(Information supplied begins)

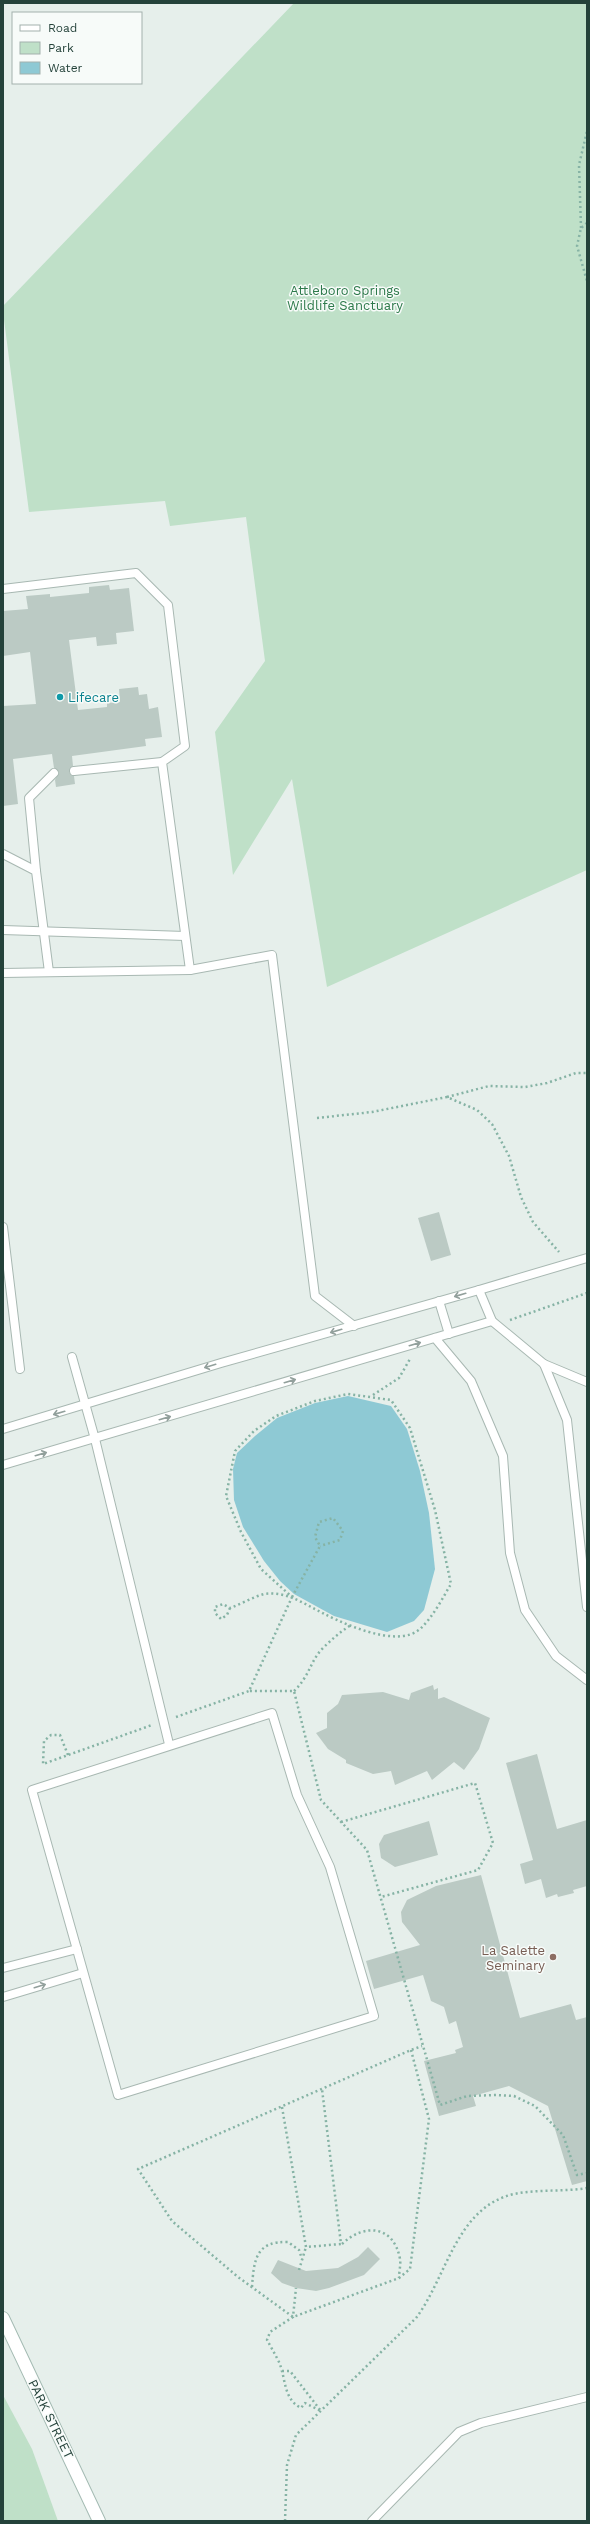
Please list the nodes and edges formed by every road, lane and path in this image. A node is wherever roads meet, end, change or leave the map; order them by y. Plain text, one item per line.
1 (587, 131) edge
2 (587, 223) edge
3 (581, 228) junction
4 (587, 281) edge
5 (3, 589) edge
6 (162, 762) junction
7 (74, 771) dead end
8 (54, 773) dead end
9 (3, 854) edge
10 (36, 871) junction
11 (3, 930) edge
12 (43, 931) junction
13 (185, 936) junction
14 (190, 970) junction
15 (49, 972) junction
16 (3, 973) edge
17 (587, 1073) edge
18 (446, 1097) junction
19 (317, 1118) dead end
20 (3, 1227) edge
21 (587, 1258) edge
22 (569, 1264) junction
23 (478, 1290) junction
24 (587, 1293) edge
25 (439, 1301) junction
26 (492, 1321) junction
27 (354, 1326) junction
28 (449, 1334) junction
29 (435, 1338) junction
30 (414, 1354) dead end
31 (72, 1357) dead end
32 (544, 1364) junction
33 (20, 1370) dead end
34 (587, 1382) edge
35 (373, 1396) junction
36 (85, 1405) junction
37 (3, 1429) edge
38 (95, 1439) junction
39 (3, 1465) edge
40 (320, 1546) junction
41 (292, 1597) junction
42 (587, 1607) edge
43 (230, 1608) junction
44 (351, 1625) junction
45 (587, 1680) edge
46 (249, 1691) junction
47 (294, 1691) junction
48 (163, 1721) junction
49 (169, 1744) junction
50 (68, 1755) junction
51 (341, 1822) junction
52 (381, 1897) junction
53 (77, 1949) junction
54 (3, 1968) edge
55 (83, 1973) junction
56 (3, 1997) edge
57 (422, 2046) junction
58 (411, 2050) junction
59 (322, 2089) junction
60 (282, 2107) junction
61 (587, 2173) edge
62 (587, 2188) edge
63 (341, 2244) junction
64 (306, 2247) junction
65 (302, 2259) junction
66 (299, 2270) dead end
67 (399, 2278) junction
68 (252, 2287) junction
69 (296, 2288) dead end
70 (293, 2317) junction
71 (3, 2318) edge
72 (282, 2371) junction
73 (587, 2397) edge
74 (321, 2411) junction
75 (99, 2521) edge
76 (285, 2521) edge
77 (372, 2521) edge

1 - 3 path
2 - 3 path
3 - 4 path
5 - 6 lane
6 - 7 lane
6 - 13 lane
8 - 10 lane
9 - 10 lane
10 - 12 lane
11 - 12 lane
12 - 13 lane
12 - 15 lane
13 - 14 lane
14 - 15 lane
14 - 27 lane
15 - 16 lane
17 - 18 path
18 - 19 path
18 - 22 path
20 - 33 lane
21 - 22 lane
22 - 23 lane
23 -> 25 lane
23 - 26 lane
24 - 26 path
25 - 27 lane
25 - 28 lane
26 - 28 lane
26 - 32 lane
27 -> 36 lane
28 - 29 lane
38 -> 29 lane
29 - 45 lane
30 - 35 path
31 - 36 lane
32 - 34 lane
32 - 42 lane
35 - 41 path
35 - 44 path
36 -> 37 lane
36 - 38 lane
39 -> 38 lane
38 - 48 lane
40 - 40 path
40 - 41 path
41 - 43 path
41 - 44 path
41 - 46 path
43 - 43 path
44 - 47 path
46 - 47 path
46 - 48 path
47 - 51 path
48 - 49 lane
48 - 50 path
49 - 53 lane
49 - 55 lane
50 - 50 path
51 - 52 path
51 - 52 path
52 - 57 path
53 - 54 lane
53 - 55 lane
56 -> 55 lane
57 - 58 path
57 - 61 path
58 - 59 path
58 - 67 path
59 - 60 path
59 - 63 path
60 - 64 path
60 - 68 path
62 - 74 path
63 - 64 path
63 - 67 path
64 - 65 path
65 - 66 path
65 - 68 path
67 - 70 path
68 - 70 path
69 - 70 path
70 - 72 path
71 - 75 main road, PARK STREET
72 - 74 path
72 - 74 path
73 - 77 lane
74 - 76 path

(Information supplied ends)

Try it: Using the data above, return each line that includes the word "road".

Answer space:
Please list the nodes and edges formed by every road, lane and path in this image. A node is wherever roads meet, end, change or leave the map; order them by y. Plain text, one item per line.
71 - 75 main road, PARK STREET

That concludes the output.